→ Assignment
A faithful repeat of all the records, with no image kept, is the required answer.

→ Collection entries
☆ ☆ ☆ ☆ ☆ ☆ ☆

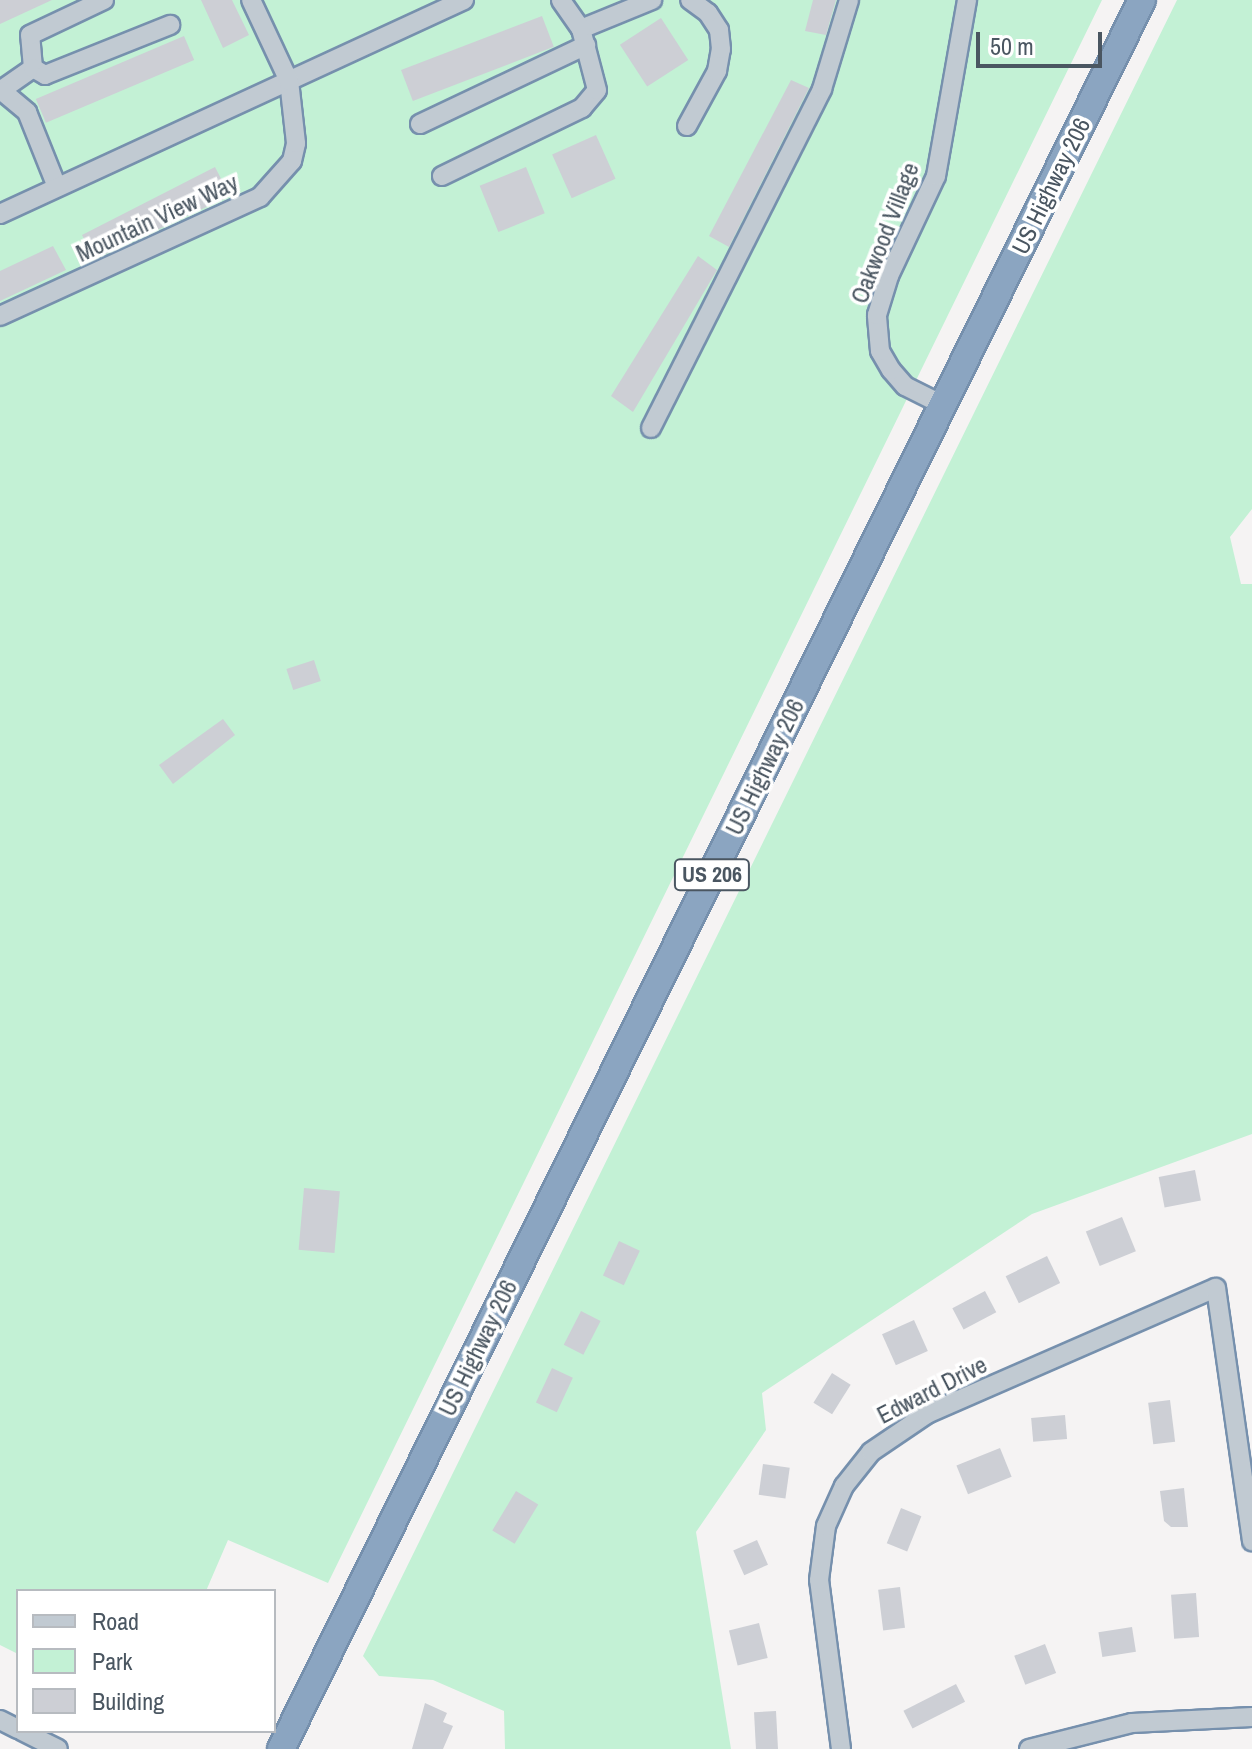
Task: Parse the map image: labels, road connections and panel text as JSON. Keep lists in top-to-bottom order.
{
  "streets": {
    "highway": ["US Highway 206", "US 206"],
    "street": ["Mountain View Way", "Oakwood Village", "Edward Drive"]
  },
  "crossings": [
    ["US Highway 206", "Oakwood Village"]
  ],
  "legend": ["Road", "Park", "Building"],
  "scale_bar": "50 m"
}
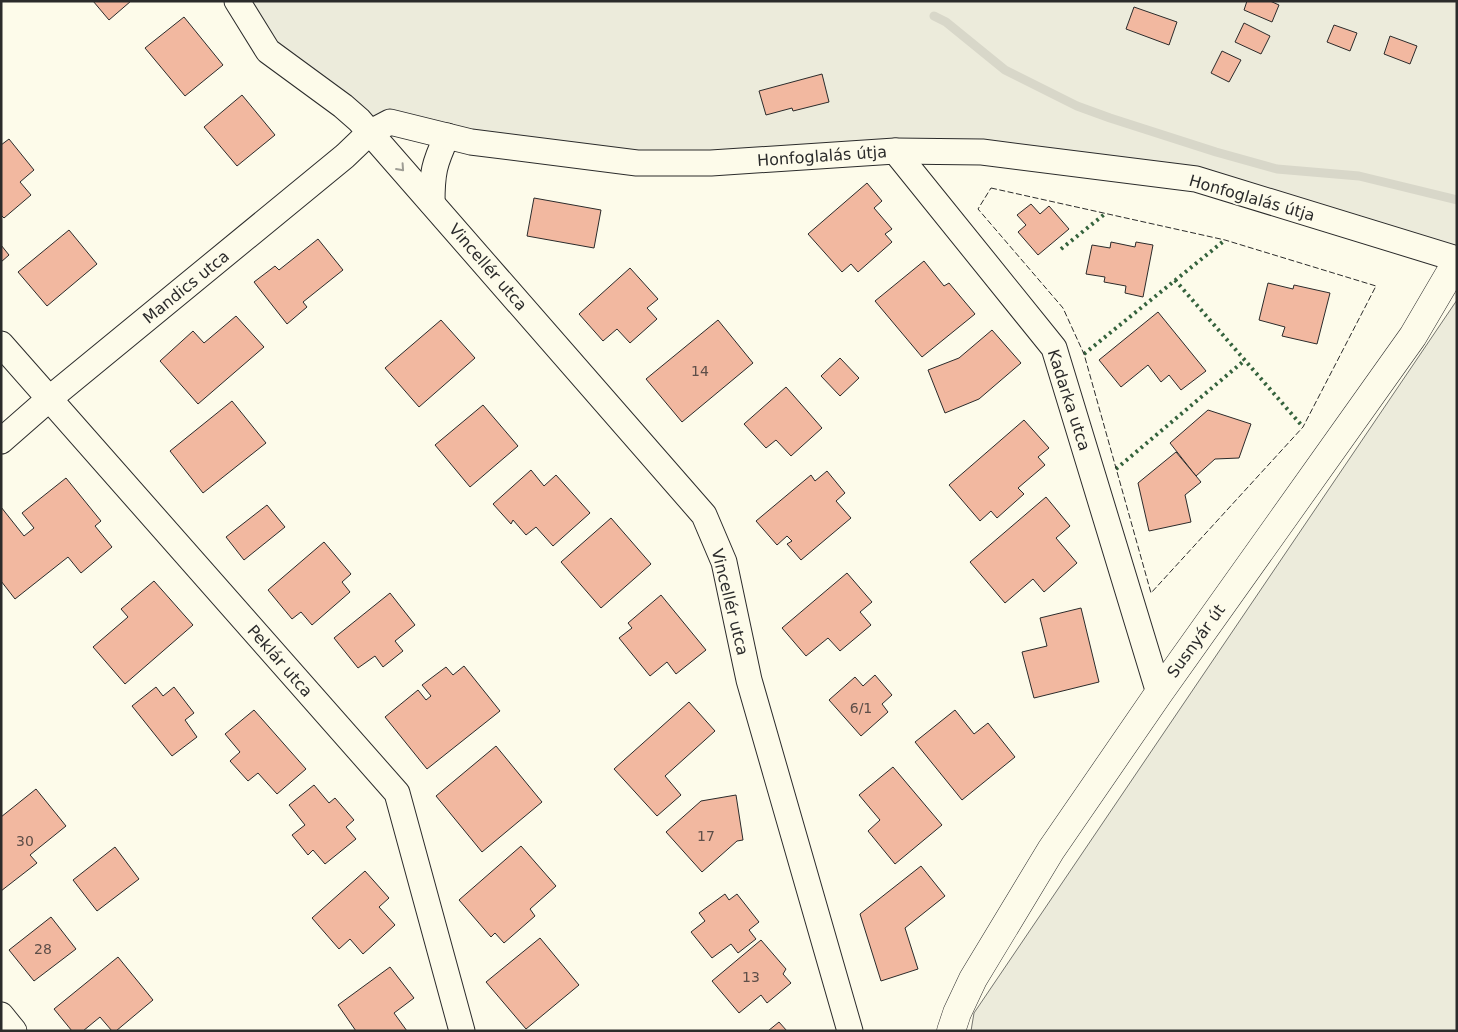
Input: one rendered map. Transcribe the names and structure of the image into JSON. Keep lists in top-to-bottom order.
{
  "streets": {
    "street": [
      "Honfoglalás útja",
      "Vincellér utca",
      "Mandics utca",
      "Kadarka utca",
      "Susnyár út",
      "Peklár utca"
    ]
  },
  "crossings": [
    ["Honfoglalás útja", "Vincellér utca"],
    ["Honfoglalás útja", "Mandics utca"],
    ["Honfoglalás útja", "Kadarka utca"],
    ["Honfoglalás útja", "Susnyár út"],
    ["Vincellér utca", "Mandics utca"],
    ["Mandics utca", "Peklár utca"],
    ["Kadarka utca", "Susnyár út"]
  ],
  "house_numbers": [
    "14",
    "6/1",
    "17",
    "30",
    "28",
    "13"
  ]
}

☆ ☆ ☆ ☆ ☆ ☆ ☆

→ Your response
Task: Parse the map image: labels, road connections and panel text as JSON. Keep lists in top-to-bottom order.
{
  "streets": {
    "highway": ["US Highway 206", "US 206"],
    "street": ["Mountain View Way", "Oakwood Village", "Edward Drive"]
  },
  "crossings": [
    ["US Highway 206", "Oakwood Village"]
  ],
  "legend": ["Road", "Park", "Building"],
  "scale_bar": "50 m"
}
Input: one rendered map. Transcribe the names and structure of the image into JSON. Keep lists in top-to-bottom order.
{
  "streets": {
    "street": [
      "Honfoglalás útja",
      "Vincellér utca",
      "Mandics utca",
      "Kadarka utca",
      "Susnyár út",
      "Peklár utca"
    ]
  },
  "crossings": [
    ["Honfoglalás útja", "Vincellér utca"],
    ["Honfoglalás útja", "Mandics utca"],
    ["Honfoglalás útja", "Kadarka utca"],
    ["Honfoglalás útja", "Susnyár út"],
    ["Vincellér utca", "Mandics utca"],
    ["Mandics utca", "Peklár utca"],
    ["Kadarka utca", "Susnyár út"]
  ],
  "house_numbers": [
    "14",
    "6/1",
    "17",
    "30",
    "28",
    "13"
  ]
}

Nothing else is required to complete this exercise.